Because heat source (fire) can cause water to boil over, safety precautions need to be in place. Failing to observe these could be hazardous.
With gas or electric, when desired temperature reached, fuel source is disconnected. Not easy for log or coal etc.

View attachment 295695

This boiler is at Beamish Museum. Basically has fire underneath. Told was not unknown for these to go pop
Thank you. Are you saying that the system sounds unsafe?. It's been working without explosion or loss of life for 30 odd years - it's just a real pain to get a plumber to so much as bleed a radiator!
 
On the face of it, from what you've told us (a pressurised heating system heated by lpg boiler and a woodburner) yes that's a high risk system.
It is possible that an old gas boiler (running open vent) has been replaced by a boilerslinger who didn't know what he was dealing with.
Or there may be more to her heating system than you're letting on.
Photos of pipework, boiler, woodburner, hot water cylinder (which I'm hoping for her sake is actually a thermal store with 2 coils) would help- I'm not panicking cos it's not my house at risk.
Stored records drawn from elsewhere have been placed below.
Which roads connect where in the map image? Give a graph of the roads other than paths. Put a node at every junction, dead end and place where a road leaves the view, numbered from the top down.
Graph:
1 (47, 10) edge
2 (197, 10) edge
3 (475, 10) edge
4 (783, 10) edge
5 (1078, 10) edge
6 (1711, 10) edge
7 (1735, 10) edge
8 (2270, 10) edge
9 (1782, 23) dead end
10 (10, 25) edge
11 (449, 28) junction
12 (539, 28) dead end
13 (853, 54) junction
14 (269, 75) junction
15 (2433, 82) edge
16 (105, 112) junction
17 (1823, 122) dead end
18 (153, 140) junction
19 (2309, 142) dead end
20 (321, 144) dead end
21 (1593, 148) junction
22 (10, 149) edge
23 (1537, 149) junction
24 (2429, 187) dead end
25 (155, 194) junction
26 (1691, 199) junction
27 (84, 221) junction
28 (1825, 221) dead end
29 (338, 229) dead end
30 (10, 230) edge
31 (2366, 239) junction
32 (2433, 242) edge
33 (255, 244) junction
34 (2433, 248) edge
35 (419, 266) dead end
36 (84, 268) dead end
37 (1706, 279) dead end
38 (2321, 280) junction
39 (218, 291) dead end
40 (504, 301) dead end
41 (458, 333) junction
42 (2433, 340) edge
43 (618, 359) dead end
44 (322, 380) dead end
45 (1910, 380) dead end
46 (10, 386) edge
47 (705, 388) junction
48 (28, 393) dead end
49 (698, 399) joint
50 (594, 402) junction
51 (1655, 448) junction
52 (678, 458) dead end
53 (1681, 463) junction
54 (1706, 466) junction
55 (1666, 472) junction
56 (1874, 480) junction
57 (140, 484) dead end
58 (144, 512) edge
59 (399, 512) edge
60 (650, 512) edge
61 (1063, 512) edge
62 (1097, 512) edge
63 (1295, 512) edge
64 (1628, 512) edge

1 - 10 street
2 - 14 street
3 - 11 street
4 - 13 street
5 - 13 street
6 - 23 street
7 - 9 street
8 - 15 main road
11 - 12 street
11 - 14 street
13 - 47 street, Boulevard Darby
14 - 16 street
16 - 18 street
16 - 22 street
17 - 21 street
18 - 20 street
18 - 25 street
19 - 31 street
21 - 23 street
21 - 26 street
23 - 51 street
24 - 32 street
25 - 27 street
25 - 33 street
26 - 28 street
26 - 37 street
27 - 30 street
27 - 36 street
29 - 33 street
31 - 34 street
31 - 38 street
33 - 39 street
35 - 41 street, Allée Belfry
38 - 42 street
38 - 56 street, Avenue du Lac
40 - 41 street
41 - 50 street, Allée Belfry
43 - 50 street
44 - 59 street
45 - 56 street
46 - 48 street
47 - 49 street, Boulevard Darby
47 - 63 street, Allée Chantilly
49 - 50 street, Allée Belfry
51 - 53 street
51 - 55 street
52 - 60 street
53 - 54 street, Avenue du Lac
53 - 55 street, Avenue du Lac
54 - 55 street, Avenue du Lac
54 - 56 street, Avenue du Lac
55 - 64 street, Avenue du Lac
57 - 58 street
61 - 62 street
You might want to
 
Thanks for your reply - I feel that I may have misrepresented the system by explaining badly. It was mainly the filling loop I was trying to get my head around i.e. why I needed to switch the cold tap on to fill up
I'm not panicking because like I say it's worked incredibly well for 30+ years with not so much as an explosion - this has included a few occasions where the fire has been left with vents open and forgotten about and got seriously hot. So my assumption is that although I'm not aware of what the safety precautions are - there must be some. I know that's not a completely logical argument. I will take some pics asap.
 
Did you read about the WW2 bomb that recently exploded, it had been there for over 70 years with no problem. Something changed and boom!

Pics of your install will help the forum experts advise much better.